Extracted material
=== Begin Enclosure ===

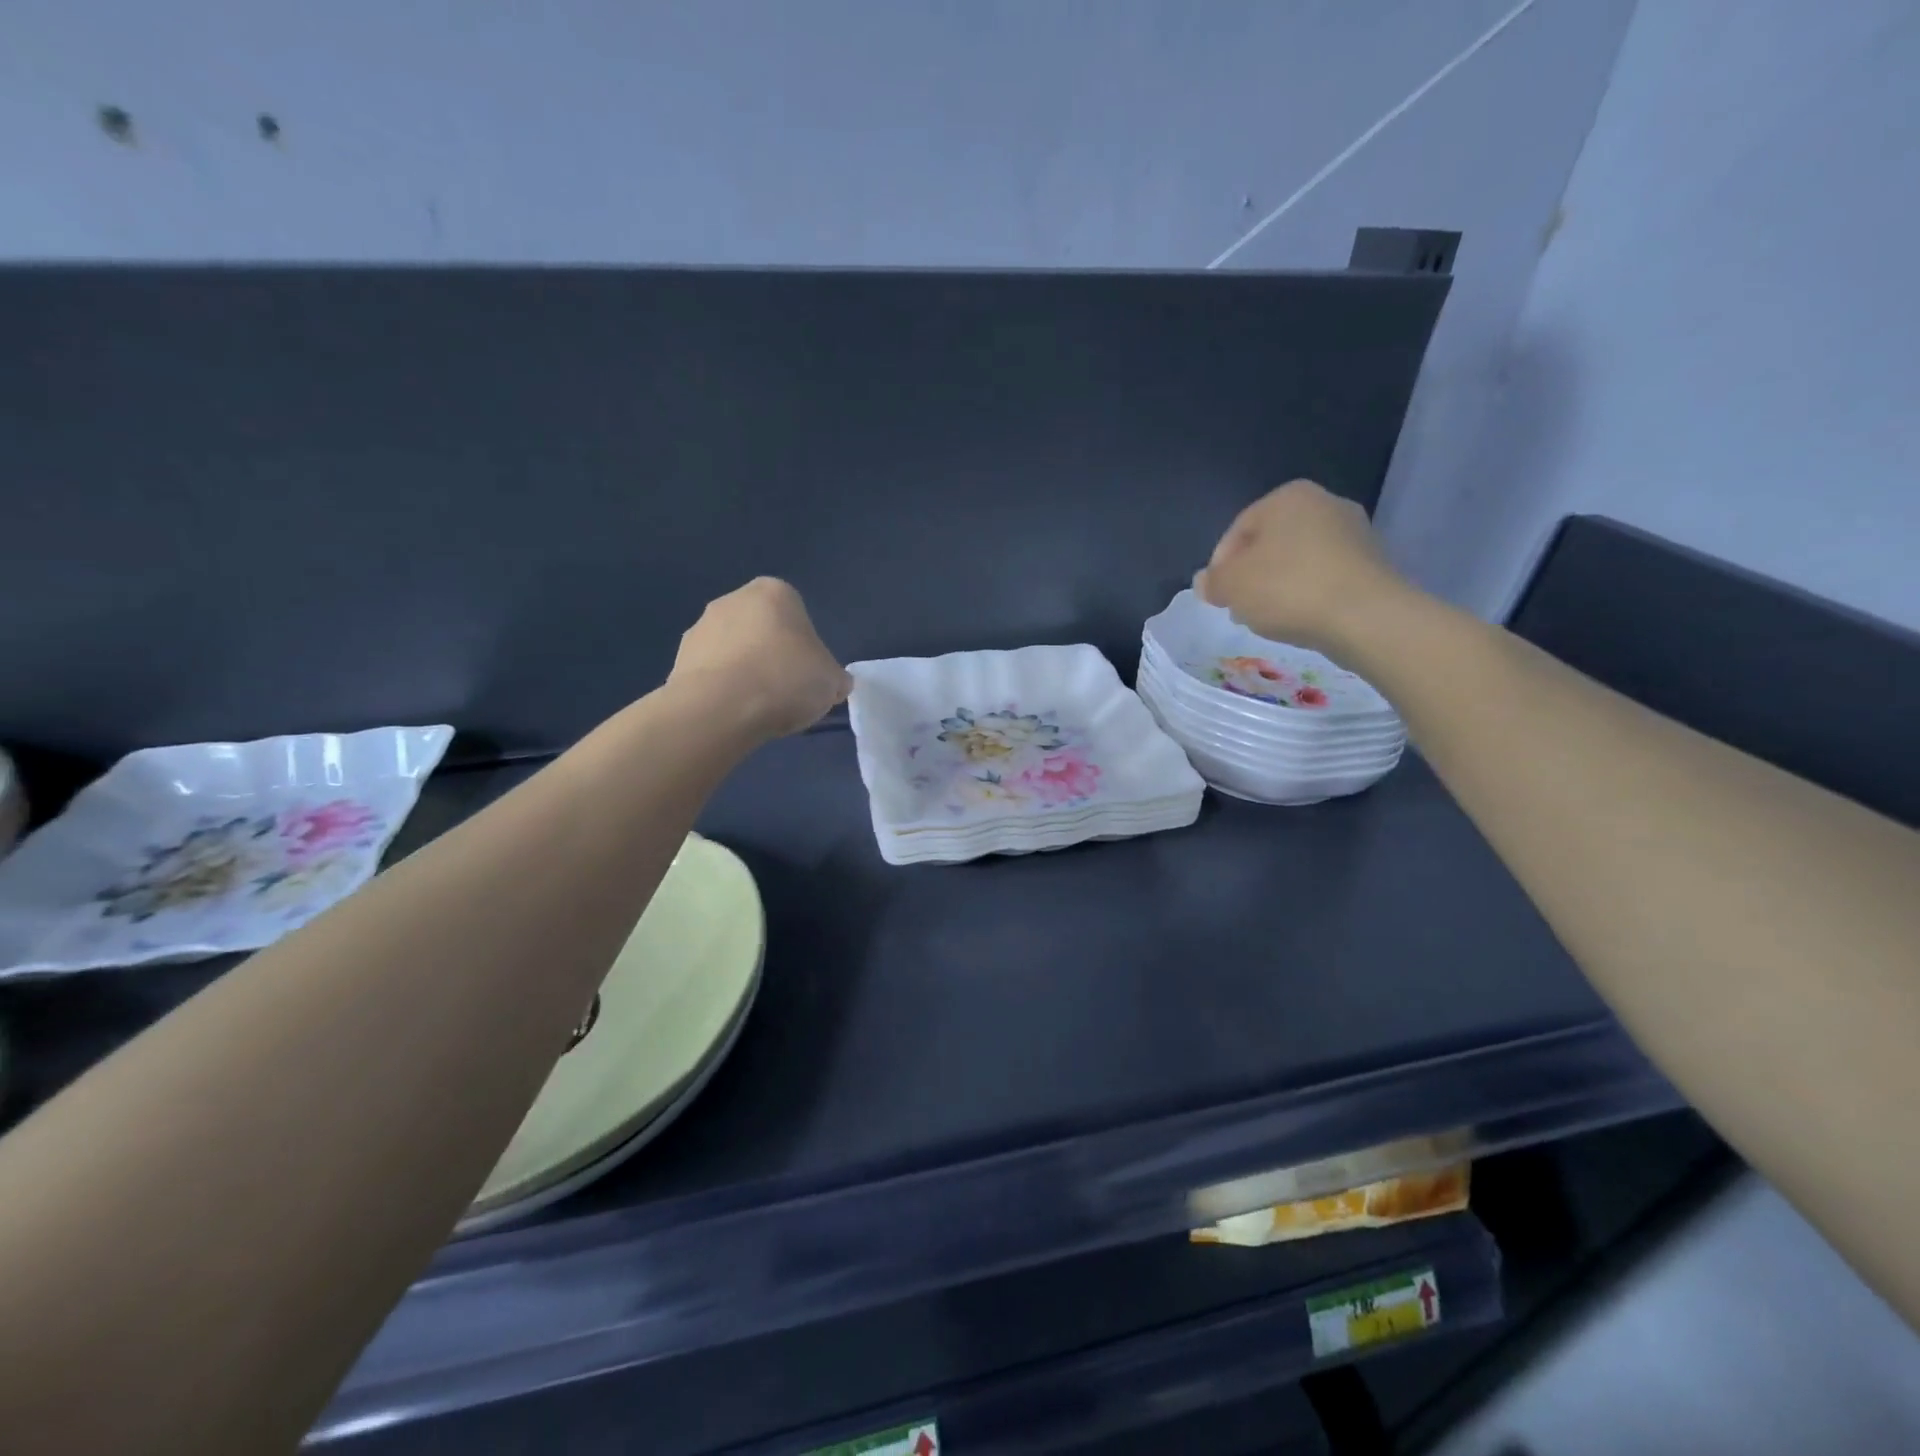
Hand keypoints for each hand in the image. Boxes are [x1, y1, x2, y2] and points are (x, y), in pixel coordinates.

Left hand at [668, 578, 851, 740]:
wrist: (721, 708)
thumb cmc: (786, 680)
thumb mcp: (832, 682)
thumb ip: (834, 677)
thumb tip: (833, 684)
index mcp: (775, 592)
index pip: (797, 615)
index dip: (806, 647)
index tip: (808, 675)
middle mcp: (733, 600)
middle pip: (762, 629)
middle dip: (772, 655)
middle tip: (786, 691)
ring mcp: (700, 627)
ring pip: (734, 651)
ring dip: (745, 672)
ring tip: (758, 708)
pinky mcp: (678, 659)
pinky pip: (712, 673)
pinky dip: (723, 690)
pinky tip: (734, 713)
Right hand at [1194, 481, 1412, 653]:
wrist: (1364, 616)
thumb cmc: (1287, 588)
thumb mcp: (1231, 585)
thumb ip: (1212, 581)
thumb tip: (1206, 582)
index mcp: (1288, 496)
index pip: (1238, 529)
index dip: (1220, 566)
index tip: (1217, 597)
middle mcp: (1325, 503)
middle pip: (1270, 544)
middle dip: (1250, 576)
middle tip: (1240, 608)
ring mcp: (1354, 532)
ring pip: (1297, 561)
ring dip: (1277, 587)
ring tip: (1268, 618)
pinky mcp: (1372, 564)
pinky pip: (1324, 577)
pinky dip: (1307, 595)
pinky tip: (1300, 619)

=== End Enclosure ===

Required work
In your copy of the material, match every word exactly and include no pictures.

Solution below
Hand keypoints for each hand in the image. Boxes are [x1, y1, x2, y2] and points are (x, y), in pixel coordinates.

Left hand at [668, 578, 851, 740]:
wrist: (721, 708)
thumb cmc: (786, 680)
thumb mcp: (832, 682)
thumb ip: (834, 677)
thumb tip: (833, 684)
index mcp: (775, 592)
index pip: (797, 615)
index dip: (806, 647)
index tip: (808, 675)
middle mcp: (733, 600)
middle pip: (762, 629)
middle dip: (772, 655)
middle tip: (786, 691)
ring mcp: (700, 627)
ring pip: (734, 651)
ring dip: (745, 672)
ring tip: (758, 708)
pinky mcp: (678, 659)
pinky pip: (712, 673)
pinky dip: (723, 690)
pinky tip: (734, 713)
Right hand at [1194, 481, 1412, 653]:
wrist: (1364, 616)
thumb cmc: (1287, 588)
thumb mcp: (1231, 585)
thumb ip: (1212, 581)
thumb tip: (1206, 582)
index mcp: (1288, 496)
index pip: (1238, 529)
index dip: (1220, 566)
index tip: (1217, 597)
middle mcp: (1325, 503)
middle pip: (1270, 544)
middle dip: (1250, 576)
middle tip: (1240, 608)
ring mcp: (1354, 532)
ring pip: (1297, 561)
ring dip: (1277, 587)
ring tip: (1268, 618)
pinky mcp: (1372, 564)
pinky pip: (1324, 577)
pinky dip: (1307, 595)
pinky tip: (1300, 619)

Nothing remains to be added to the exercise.